Chris wrote to share the fact that Michael Pollan had just argued in favor of the campaign on Oprah, saying, "[w]e don't realize it when we sit down to eat, but that is our most profound engagement in the rest of nature... To the extent that we push meat a little bit to the side and move vegetables to the center of our diet, we're also going to be a lot healthier..." I wasn't surprised, since Pollan's most recent book calls on all of us to eat "mostly plants," and his new movie (Food, Inc.) offers a stomach-turning look at factory farming and slaughterhouses (I highly recommend it).
As an aside on Food, Inc.: The scene that I found most interesting is the one where Joel Salatin, proprietor of Polyface Farm, was slaughtering chickens and talking a mile-a-minute through the process. He was talking about treating the animals with respect, but in the theater where I saw the film, this scene elicited perhaps the most audible shock of the entire movie because you can actually see the animals being slaughtered (contrast this with the secrecy of factory farms and slaughterhouses -- no one is allowed because, as Paul McCartney likes to say, the process would turn everyone vegetarian). Anyway, this scene seemed to shock a lot of people, even though this is poultry slaughter at its most humane. Actually, the scene reminded me of that Sarah Palin interview that she conducted in front of the turkey slaughter; it's worth remembering that most chickens and turkeys have a far more horrific experience in the factory farms that process more than 98% of the birds we eat.

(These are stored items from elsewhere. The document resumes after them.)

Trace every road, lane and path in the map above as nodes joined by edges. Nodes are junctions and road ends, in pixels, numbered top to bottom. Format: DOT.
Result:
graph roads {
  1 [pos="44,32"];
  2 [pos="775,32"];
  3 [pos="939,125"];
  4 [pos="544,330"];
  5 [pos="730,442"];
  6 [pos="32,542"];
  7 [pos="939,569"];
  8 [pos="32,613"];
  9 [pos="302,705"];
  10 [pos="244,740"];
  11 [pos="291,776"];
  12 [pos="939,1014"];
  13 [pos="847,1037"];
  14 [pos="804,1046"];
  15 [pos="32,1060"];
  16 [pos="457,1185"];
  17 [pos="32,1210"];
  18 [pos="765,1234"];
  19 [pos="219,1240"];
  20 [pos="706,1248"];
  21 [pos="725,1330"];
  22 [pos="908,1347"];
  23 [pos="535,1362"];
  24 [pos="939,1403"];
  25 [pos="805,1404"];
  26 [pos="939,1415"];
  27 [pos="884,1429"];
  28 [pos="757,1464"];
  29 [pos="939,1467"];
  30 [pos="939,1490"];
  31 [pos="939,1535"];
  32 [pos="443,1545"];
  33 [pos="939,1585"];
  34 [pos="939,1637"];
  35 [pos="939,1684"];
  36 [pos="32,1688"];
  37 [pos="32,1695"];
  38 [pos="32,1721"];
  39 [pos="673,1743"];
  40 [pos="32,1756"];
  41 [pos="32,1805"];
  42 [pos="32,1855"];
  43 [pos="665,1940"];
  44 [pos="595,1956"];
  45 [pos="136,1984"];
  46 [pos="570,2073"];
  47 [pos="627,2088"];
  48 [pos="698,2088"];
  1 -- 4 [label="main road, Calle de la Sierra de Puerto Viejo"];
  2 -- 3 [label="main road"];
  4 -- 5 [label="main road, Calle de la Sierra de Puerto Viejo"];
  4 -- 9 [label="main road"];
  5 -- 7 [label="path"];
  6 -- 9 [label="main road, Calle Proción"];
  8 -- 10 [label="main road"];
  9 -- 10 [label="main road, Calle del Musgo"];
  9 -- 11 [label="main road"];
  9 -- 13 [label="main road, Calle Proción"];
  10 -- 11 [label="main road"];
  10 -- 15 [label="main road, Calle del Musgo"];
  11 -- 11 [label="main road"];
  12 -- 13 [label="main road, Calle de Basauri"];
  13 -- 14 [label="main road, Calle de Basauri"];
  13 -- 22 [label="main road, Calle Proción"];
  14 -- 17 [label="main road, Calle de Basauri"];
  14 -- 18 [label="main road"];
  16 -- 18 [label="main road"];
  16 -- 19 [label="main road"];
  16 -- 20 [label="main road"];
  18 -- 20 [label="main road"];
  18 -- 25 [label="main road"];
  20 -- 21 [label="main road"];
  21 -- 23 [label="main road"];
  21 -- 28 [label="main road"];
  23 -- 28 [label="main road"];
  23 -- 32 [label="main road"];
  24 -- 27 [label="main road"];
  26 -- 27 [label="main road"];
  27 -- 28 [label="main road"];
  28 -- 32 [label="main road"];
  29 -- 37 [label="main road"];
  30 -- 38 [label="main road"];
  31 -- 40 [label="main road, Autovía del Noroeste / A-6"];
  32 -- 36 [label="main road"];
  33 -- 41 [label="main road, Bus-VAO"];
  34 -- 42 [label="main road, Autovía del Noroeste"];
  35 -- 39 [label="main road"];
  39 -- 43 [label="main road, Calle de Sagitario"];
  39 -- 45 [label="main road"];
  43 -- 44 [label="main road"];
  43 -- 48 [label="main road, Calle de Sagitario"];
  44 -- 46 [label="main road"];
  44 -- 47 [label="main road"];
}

Chris also wanted to share their new video, in which their scientists tell us that if all Americans switched from eating chickens and pigs to eating beans and grains for just one day per week, that would stop as much global warming as if everyone in the U.S. shifted to ultra-efficient Toyota hybrids (which is the weekly equivalent of using 12 billion fewer gallons of gasoline). Of course I have to point out the obvious: If we all stopped eating animals completely and shifted to vegetarian foods, that would save 84 billion gallons of gas per week (and all the troubles that go with that kind of consumption).
I know that some readers will argue that the issue is not the meat industry, but factory farmed meat. But in fact, environmentally, all meat requires exponentially more resources to produce than eating grains and beans, as eloquently discussed in the Audubon Society's magazine a few months back. And all meat contributes to heart disease, cancer, diabetes, and so on. Some meat may be "less bad," but according to the science, no meat is good.
And I know that some vegetarians pooh pooh Meatless Monday as not enough. I'm sympathetic to that view, but I think it's unnecessarily strident. For people who think that going totally vegetarian is too challenging, the Meatless Monday campaign offers a gentle entrée into the idea of eating without eating animals. My hope is that people will use the campaign as a stepping stone -- first one meatless day per week, then three, then five, then seven. As we lean into meatless eating -- switching out more and more meat meals for meatless meals -- we end up feeling better, both physically and ethically.
And another point for those who might think that Meatless Monday is not enough: The first family of vegetarianism -- Sir Paul McCartney and his daughters -- recently launched the campaign in the UK. Stella and Mary have been vegetarian since birth, and Paul has been a vegetarian for more than two decades.